* **DATA LISTING**
------------------------------------
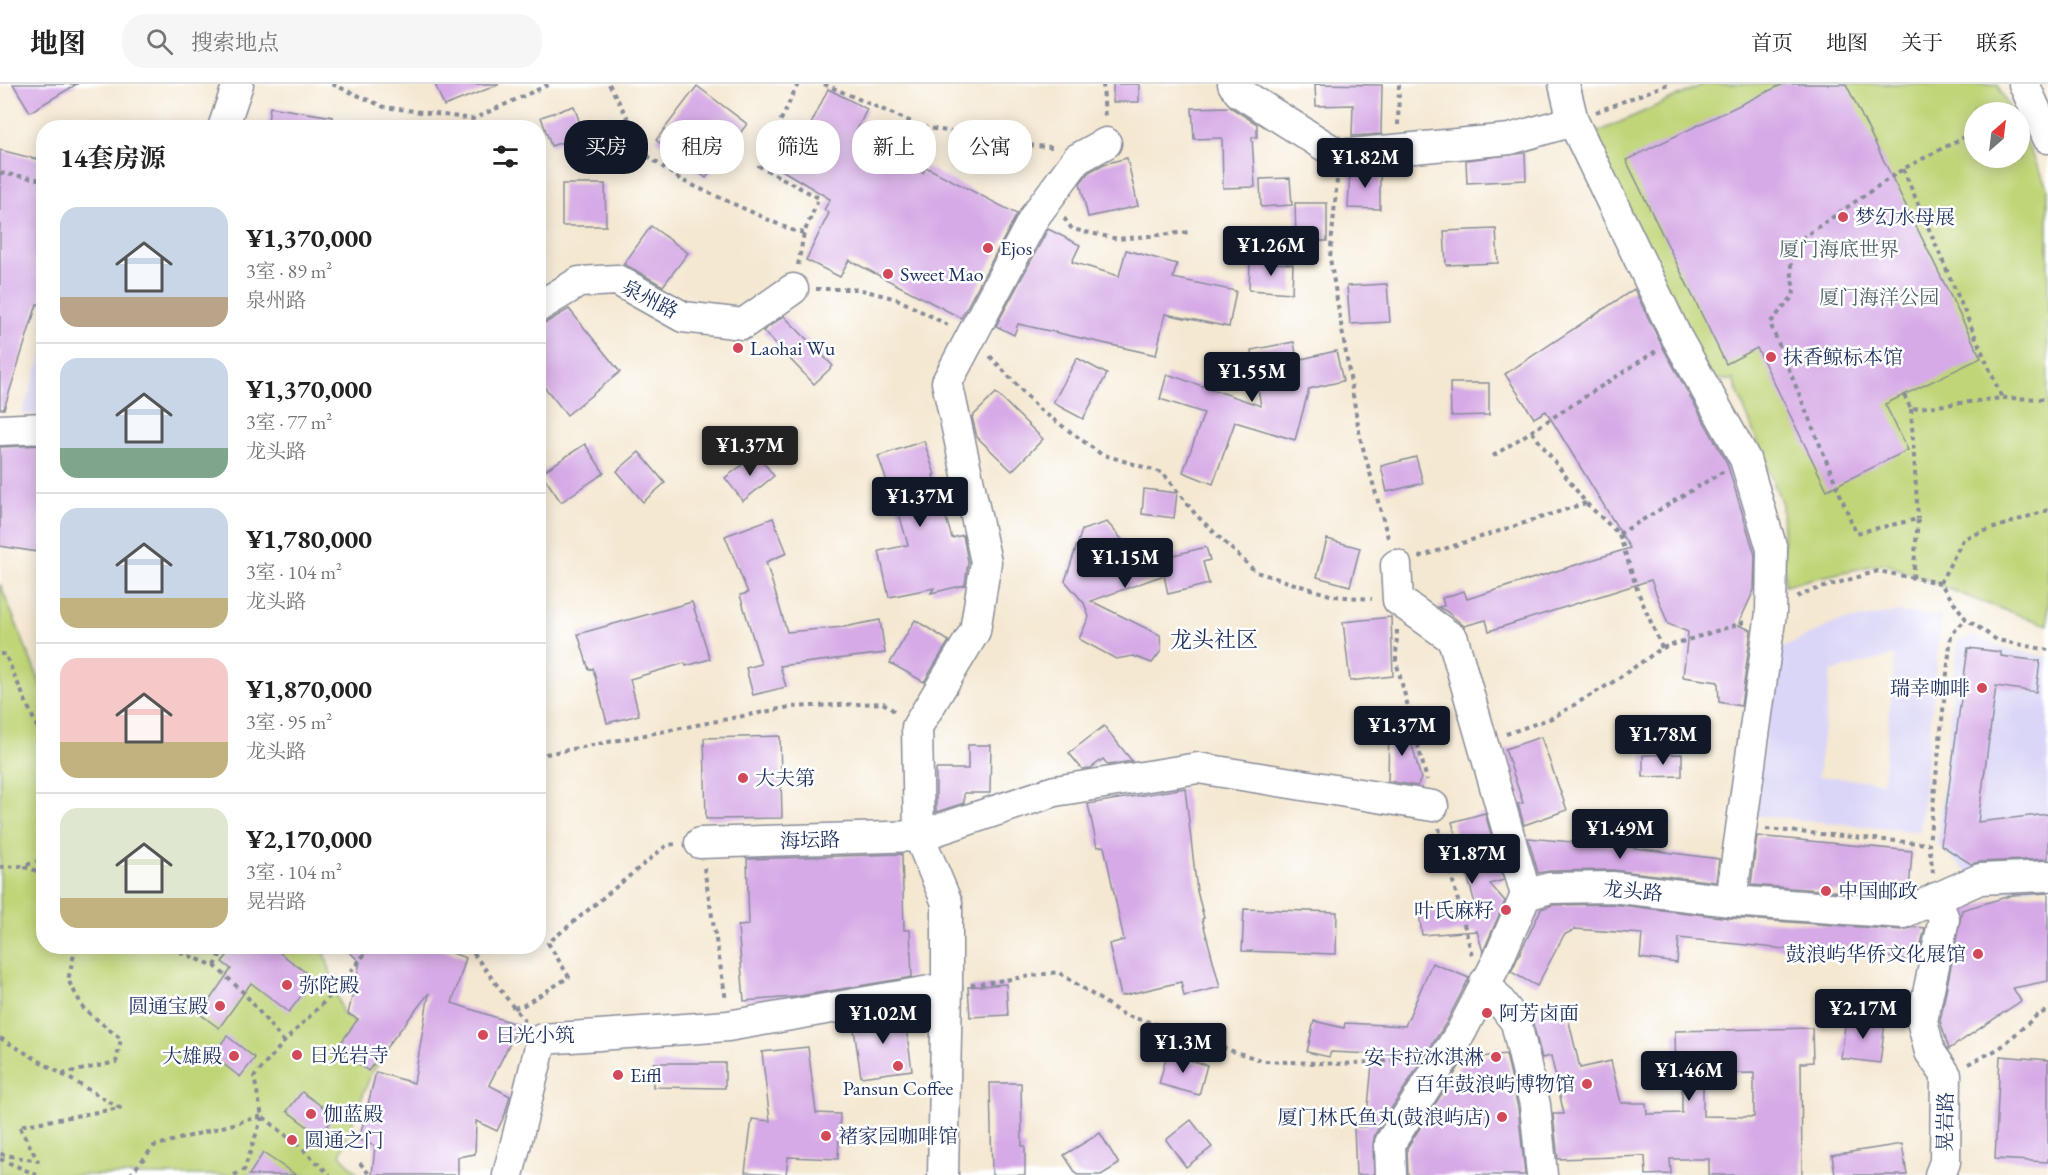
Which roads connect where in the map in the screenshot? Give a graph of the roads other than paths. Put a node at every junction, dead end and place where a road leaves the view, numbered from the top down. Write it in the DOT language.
graph roads {
  1 [pos="238,84"];
  2 [pos="1233,84"];
  3 [pos="1564,84"];
  4 [pos="2024,84"];
  5 [pos="226,120"];
  6 [pos="1573,121"];
  7 [pos="2048,138"];
  8 [pos="1107,143"];
  9 [pos="794,289"];
  10 [pos="546,302"];
  11 [pos="36,428"];
  12 [pos="0,430"];
  13 [pos="1395,565"];
  14 [pos="1433,806"];
  15 [pos="920,836"];
  16 [pos="700,843"];
  17 [pos="2048,876"];
  18 [pos="1526,895"];
  19 [pos="1936,898"];
  20 [pos="1731,901"];
  21 [pos="1485,982"];
  22 [pos="947,988"];
  23 [pos="508,1175"];
  24 [pos="943,1175"];
  25 [pos="1391,1175"];
  26 [pos="1542,1175"];
  27 [pos="1940,1175"];
  1 -- 5 [label="street"];
  2 -- 6 [label="street"];
  3 -- 6 [label="street"];
  4 -- 7 [label="street"];
  6 -- 20 [label="street"];
  8 -- 15 [label="street"];
  9 -- 10 [label="street, 泉州路"];
  11 -- 12 [label="street"];
  13 -- 18 [label="street"];
  14 -- 15 [label="street, 海坛路"];
  15 -- 16 [label="street, 海坛路"];
  15 -- 22 [label="street"];
  17 -- 19 [label="street, 龙头路"];
  18 -- 20 [label="street, 龙头路"];
  18 -- 21 [label="street"];
  19 -- 20 [label="street, 龙头路"];
  19 -- 27 [label="street, 晃岩路"];
  21 -- 25 [label="street"];
  21 -- 26 [label="street"];
  22 -- 23 [label="street"];
  22 -- 24 [label="street"];
}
------------------------------------
Go through the listing and copy each line with the string "graph".

Which roads connect where in the map in the screenshot? Give a graph of the roads other than paths. Put a node at every junction, dead end and place where a road leaves the view, numbered from the top down. Write it in the DOT language.
graph roads {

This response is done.